Adolph Regenstreich |
Until recently, all I knew about Adolph Regenstreich was that he was the father who came from Romania of my Grandma Fannie Ragin Schneider.
My Grandma Fannie was one of the youngest of 8 children The names of Adolph's children were Rachel (always called Ray), Theodore (nickname was Teddy), Molly, Dorothy, Clara, David (Dave), Fannie, and Sidney
The oldest sister was named Ray (short for Rachel) and Ray was actually Grandma's half sister since Adolf's first wife, Golde, died when she was very young. Adolf remarried Esther after Golde died and Esther, like Adolph, died of tuberculosis when she was very young. I seem to remember Grandma telling me that her older sister Ray and her other older sister Molly did most of the cooking!
When the siblings (with the exception of Teddy) moved to California, they changed and shortened their last name to Ragin. (My uncle Bobby told my husband that Adolph Regenstreich real name had been Abraham Jacob Levine, but to protect his family, he changed his name to Adolph Regenstreich so he could somehow avoid having to serve in the Romanian-Austrian army since men with Jewish sounding names were drafted first.)
Fannie Ragin (Regenstreich) |
Ray's grandaughter, Luci Rollins Janssen, connected with me and my father recently. She found us after searching through ancestory search websites!
Ray (Rachel) Regenstreich Rollins |
During a very recent trip to Luci's home, I was shown a photo of my great-grandfather's gravestone and also given a copy of his death certificate. He died in 1914 in New York City.
So....early on Friday morning, October 16, 2015, I made a call to find out exactly where in the Acacia Cemetery Adolph Regenstreich was buried.
First I was told abruptly, "Call back Monday," but when I told the person that answered the phone that I would not be in NYC Monday, I received a call from Susan (on her day off) who ran the office at Acacia Cemetery. Susan "bent over backwards" to help me find my great-grandfather by asking someone named Marcia who was answering the office phones to search for my great-grandfather on the microfiche records. Susan then gave me detailed directions over the phone on how exactly to find Adolf in the very huge cemetery which is the largest Jewish cemetery in New York City!
After I talked to Susan, I got on a subway train in mid-town Manhattan and took a hour plus long subway ride to Ozone Park, Queens. When I got off the train, I met and linked up with my study partner, Dena Leff, from Partners in Torah (Dena lives about 30 minutes from the Acacia Park cemetery), and together we found Yassir 41 where Adolph Regenstreich was burried. Dena explained that that area was a section of the Acacia cemetary that was for a certain synagogue.

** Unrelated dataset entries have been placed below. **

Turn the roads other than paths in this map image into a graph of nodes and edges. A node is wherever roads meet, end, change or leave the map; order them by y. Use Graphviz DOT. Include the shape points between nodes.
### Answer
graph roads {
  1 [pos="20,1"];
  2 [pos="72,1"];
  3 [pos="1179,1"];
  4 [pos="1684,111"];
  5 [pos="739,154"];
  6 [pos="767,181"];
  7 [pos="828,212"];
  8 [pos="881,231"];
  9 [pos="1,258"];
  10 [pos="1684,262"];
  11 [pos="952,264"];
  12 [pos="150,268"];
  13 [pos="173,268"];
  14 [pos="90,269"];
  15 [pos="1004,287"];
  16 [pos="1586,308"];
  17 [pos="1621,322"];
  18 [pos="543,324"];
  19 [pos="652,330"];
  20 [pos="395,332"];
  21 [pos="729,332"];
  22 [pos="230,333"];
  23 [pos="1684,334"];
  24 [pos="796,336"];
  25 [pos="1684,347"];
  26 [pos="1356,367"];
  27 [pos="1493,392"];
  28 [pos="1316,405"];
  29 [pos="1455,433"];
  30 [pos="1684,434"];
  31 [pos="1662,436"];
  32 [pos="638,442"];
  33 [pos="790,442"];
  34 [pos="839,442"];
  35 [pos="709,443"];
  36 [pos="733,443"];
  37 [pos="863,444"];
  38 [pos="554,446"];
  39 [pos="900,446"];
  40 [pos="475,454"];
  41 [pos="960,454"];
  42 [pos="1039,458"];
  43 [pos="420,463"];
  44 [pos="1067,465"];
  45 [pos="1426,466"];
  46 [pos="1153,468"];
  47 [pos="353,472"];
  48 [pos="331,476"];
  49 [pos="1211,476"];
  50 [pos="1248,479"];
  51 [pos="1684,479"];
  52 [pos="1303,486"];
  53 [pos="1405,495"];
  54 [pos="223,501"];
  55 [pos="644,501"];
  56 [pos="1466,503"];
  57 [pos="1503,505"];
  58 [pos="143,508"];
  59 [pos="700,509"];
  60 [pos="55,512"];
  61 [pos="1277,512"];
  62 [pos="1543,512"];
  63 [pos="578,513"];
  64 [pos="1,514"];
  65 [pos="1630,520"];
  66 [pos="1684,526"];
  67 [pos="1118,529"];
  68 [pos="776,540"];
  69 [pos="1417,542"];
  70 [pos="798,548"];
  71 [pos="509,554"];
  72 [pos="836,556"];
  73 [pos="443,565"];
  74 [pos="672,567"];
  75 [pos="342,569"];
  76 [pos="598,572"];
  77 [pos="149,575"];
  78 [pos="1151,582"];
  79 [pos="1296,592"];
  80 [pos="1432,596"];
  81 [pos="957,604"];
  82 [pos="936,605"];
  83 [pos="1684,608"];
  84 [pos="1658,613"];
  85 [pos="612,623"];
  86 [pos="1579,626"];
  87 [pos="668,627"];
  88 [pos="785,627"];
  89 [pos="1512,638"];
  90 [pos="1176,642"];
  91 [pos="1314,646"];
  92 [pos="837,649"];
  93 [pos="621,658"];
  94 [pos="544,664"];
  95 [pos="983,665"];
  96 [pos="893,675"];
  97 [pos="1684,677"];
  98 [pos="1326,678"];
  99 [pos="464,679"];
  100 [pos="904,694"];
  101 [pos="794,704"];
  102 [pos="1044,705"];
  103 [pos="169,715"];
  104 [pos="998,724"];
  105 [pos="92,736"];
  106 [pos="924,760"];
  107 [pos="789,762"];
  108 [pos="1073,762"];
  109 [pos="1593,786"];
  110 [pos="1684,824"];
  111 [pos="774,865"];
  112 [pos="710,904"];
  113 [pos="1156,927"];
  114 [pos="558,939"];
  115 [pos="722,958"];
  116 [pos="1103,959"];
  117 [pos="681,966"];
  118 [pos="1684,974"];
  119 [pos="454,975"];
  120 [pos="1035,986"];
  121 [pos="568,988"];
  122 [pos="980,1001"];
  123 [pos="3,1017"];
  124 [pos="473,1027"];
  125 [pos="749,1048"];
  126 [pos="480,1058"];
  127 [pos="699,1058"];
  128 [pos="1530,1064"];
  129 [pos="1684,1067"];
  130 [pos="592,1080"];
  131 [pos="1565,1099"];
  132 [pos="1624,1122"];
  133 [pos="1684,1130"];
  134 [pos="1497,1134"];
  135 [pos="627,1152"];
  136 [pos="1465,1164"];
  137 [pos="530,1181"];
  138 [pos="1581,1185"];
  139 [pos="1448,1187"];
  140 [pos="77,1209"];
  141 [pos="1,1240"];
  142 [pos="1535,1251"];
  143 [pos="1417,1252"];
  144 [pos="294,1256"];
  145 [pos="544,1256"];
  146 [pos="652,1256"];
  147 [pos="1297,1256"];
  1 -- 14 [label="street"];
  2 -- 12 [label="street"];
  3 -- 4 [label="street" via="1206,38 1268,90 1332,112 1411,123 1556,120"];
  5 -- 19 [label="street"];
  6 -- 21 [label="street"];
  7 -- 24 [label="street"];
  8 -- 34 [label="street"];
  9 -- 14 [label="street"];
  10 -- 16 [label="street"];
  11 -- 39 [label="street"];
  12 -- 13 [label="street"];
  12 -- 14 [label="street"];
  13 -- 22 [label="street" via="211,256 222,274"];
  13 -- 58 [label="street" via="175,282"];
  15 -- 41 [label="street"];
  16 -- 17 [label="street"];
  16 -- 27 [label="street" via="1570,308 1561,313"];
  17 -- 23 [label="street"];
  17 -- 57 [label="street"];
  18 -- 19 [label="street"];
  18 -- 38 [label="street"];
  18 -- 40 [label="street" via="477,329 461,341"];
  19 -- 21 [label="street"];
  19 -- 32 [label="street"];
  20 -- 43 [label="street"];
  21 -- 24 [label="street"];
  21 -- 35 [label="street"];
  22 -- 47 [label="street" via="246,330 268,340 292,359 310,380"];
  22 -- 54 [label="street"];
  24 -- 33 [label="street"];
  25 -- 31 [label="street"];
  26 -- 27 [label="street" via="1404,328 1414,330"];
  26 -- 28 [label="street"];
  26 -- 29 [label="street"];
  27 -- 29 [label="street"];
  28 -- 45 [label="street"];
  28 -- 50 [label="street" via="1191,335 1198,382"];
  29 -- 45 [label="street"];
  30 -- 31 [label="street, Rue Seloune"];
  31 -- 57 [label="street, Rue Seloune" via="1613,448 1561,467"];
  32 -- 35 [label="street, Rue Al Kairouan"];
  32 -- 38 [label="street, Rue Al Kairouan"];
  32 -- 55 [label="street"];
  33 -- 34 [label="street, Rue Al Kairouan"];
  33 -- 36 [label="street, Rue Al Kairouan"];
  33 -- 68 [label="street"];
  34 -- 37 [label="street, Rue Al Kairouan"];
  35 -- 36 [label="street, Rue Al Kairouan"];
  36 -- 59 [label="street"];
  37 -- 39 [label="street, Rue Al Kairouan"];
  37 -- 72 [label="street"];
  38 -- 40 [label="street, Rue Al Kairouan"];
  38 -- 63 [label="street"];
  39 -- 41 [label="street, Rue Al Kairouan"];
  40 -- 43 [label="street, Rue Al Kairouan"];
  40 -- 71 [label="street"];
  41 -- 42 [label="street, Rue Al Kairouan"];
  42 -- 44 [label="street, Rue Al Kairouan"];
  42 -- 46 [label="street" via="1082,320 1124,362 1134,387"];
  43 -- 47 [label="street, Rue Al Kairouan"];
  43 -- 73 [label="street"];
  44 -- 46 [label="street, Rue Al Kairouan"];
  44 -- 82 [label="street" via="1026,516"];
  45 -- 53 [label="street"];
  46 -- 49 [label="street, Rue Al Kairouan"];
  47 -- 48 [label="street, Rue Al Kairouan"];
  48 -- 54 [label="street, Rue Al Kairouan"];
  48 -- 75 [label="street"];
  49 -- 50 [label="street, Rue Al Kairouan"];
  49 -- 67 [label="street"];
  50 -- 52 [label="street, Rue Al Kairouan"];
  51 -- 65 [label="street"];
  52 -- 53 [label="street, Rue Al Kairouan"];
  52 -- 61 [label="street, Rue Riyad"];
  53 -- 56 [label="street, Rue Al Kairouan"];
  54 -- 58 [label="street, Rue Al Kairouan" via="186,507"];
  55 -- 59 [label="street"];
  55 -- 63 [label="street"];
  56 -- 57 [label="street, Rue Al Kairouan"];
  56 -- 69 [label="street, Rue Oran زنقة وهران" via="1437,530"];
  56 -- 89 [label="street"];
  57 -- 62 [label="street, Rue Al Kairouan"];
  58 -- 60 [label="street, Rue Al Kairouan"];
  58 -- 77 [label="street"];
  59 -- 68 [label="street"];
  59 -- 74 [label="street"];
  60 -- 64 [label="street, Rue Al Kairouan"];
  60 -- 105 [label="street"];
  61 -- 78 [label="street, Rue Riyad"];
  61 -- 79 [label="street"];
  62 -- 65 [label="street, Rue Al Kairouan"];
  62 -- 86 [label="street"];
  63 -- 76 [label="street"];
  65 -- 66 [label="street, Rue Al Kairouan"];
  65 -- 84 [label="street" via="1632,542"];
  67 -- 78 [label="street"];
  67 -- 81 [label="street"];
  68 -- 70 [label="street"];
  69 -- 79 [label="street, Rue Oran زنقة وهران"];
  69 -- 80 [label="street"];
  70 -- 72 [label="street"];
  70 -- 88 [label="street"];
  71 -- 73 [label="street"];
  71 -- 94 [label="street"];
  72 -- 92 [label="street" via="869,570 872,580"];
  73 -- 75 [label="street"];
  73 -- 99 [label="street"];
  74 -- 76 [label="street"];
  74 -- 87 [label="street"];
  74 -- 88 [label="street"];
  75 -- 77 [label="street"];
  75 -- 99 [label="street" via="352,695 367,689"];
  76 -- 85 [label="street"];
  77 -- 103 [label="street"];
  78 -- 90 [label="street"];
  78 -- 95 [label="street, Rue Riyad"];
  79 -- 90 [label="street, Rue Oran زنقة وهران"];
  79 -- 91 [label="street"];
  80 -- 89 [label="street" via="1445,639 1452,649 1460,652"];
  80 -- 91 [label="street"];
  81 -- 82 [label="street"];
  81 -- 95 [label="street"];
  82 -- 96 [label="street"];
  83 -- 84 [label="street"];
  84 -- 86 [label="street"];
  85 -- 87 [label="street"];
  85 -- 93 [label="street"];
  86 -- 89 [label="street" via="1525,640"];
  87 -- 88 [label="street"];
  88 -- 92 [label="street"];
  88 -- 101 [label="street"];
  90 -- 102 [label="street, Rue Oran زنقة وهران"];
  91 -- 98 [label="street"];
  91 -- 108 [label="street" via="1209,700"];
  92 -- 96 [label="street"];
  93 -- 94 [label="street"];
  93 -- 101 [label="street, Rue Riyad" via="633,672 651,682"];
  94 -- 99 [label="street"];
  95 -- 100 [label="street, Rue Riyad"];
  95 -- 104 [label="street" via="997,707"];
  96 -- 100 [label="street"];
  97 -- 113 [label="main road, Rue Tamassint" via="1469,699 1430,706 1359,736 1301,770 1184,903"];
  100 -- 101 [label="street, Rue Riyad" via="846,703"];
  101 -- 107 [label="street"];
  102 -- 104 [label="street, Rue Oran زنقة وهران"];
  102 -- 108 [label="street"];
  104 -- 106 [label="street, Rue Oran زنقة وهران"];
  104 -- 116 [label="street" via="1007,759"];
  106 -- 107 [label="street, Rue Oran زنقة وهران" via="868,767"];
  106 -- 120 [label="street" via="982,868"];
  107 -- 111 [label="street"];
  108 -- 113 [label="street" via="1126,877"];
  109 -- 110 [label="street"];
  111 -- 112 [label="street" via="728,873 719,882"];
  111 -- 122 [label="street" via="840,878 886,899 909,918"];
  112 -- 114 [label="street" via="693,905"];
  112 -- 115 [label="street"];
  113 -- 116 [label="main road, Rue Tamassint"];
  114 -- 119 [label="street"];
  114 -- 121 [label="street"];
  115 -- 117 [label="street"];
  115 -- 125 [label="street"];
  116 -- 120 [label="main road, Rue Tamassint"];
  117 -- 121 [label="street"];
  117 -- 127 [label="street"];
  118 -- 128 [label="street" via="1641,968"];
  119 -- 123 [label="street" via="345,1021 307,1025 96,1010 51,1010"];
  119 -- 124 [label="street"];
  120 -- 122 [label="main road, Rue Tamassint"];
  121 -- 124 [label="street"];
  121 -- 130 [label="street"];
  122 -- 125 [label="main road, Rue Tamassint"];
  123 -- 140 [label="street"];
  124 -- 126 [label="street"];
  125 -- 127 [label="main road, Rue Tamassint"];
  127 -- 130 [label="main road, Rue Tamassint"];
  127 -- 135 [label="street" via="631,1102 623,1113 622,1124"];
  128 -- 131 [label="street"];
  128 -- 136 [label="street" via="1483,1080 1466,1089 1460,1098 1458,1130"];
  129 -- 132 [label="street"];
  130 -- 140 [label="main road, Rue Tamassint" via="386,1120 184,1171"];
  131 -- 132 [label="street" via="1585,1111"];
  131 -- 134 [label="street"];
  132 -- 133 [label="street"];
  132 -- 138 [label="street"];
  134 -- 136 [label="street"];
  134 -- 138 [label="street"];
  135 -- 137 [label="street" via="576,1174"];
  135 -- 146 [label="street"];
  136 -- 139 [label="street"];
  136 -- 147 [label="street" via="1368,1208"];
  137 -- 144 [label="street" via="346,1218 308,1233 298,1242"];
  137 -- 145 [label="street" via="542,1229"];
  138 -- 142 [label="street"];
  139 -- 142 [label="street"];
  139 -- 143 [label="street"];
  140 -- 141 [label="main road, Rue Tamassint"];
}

We stepped into a huge space and began searching for Adolph's gravestone. It seemed like a hopeless thing to do, since there were so many graves in that space.
For a moment, I thought I found the gravestone, but realized the grave I found was for someone named Harry Regenstreich, not Adolph. (Was Harry a relative? Maybe...I took a photo of Harry's gravestone which said he was 25 years old when he died in 1902. My father says that Grandma Fannie's oldest brother Teddy stayed in NYC to take care of a relative or brother...was Harry Regenstreich related to that person?)
I just kept searching and searching and walked by gravestone after gravestone. I was about to give up, but finally, I found Adolph Regenstreich's stone! It was huge and was in the very center of Yassir 41, on the left and only 13 spots from the center entry!
I shook when I saw his stone and grave.
Jo Ann and Her Study Partner From Parners in Torah Dena Leff at Jo Ann's Great Grandfather's Grave |
After taking many, many photos, Dena read some Hebrew prayers outloud and then she told me that I was supposed to talk to my great-grandfather and tell him about his family, so I began to talk and talk and told my great-grandfather about my Grandma Fannie and I told him all about his other children, Grandma's brothers and sisters, who I got to know well when I lived with Grandma in the late 1970s.
This was a very memorable experience, and was made even "more memorable" because Dena was there. In the approximately 14 years I've studied with Dena and Partners in Torah, Dena and I have only met face to face three times: In 2007 when she organized a "Spur of the Moment Bar Mitzvah" for my son Joel, in 2014 when my daughter Annabelle and I attended her daughter Shira's wedding, and on Friday, October 16, 2015 when I visited my great-grandfather's gravesite. Dena and Partners in Torah made that experience so, so meaningful! And...all three experiences were the best learning experiences ever!
Before we left, Dena instructed me to put a rock on top of my great-grandfather's gravestone to show that he had been visited.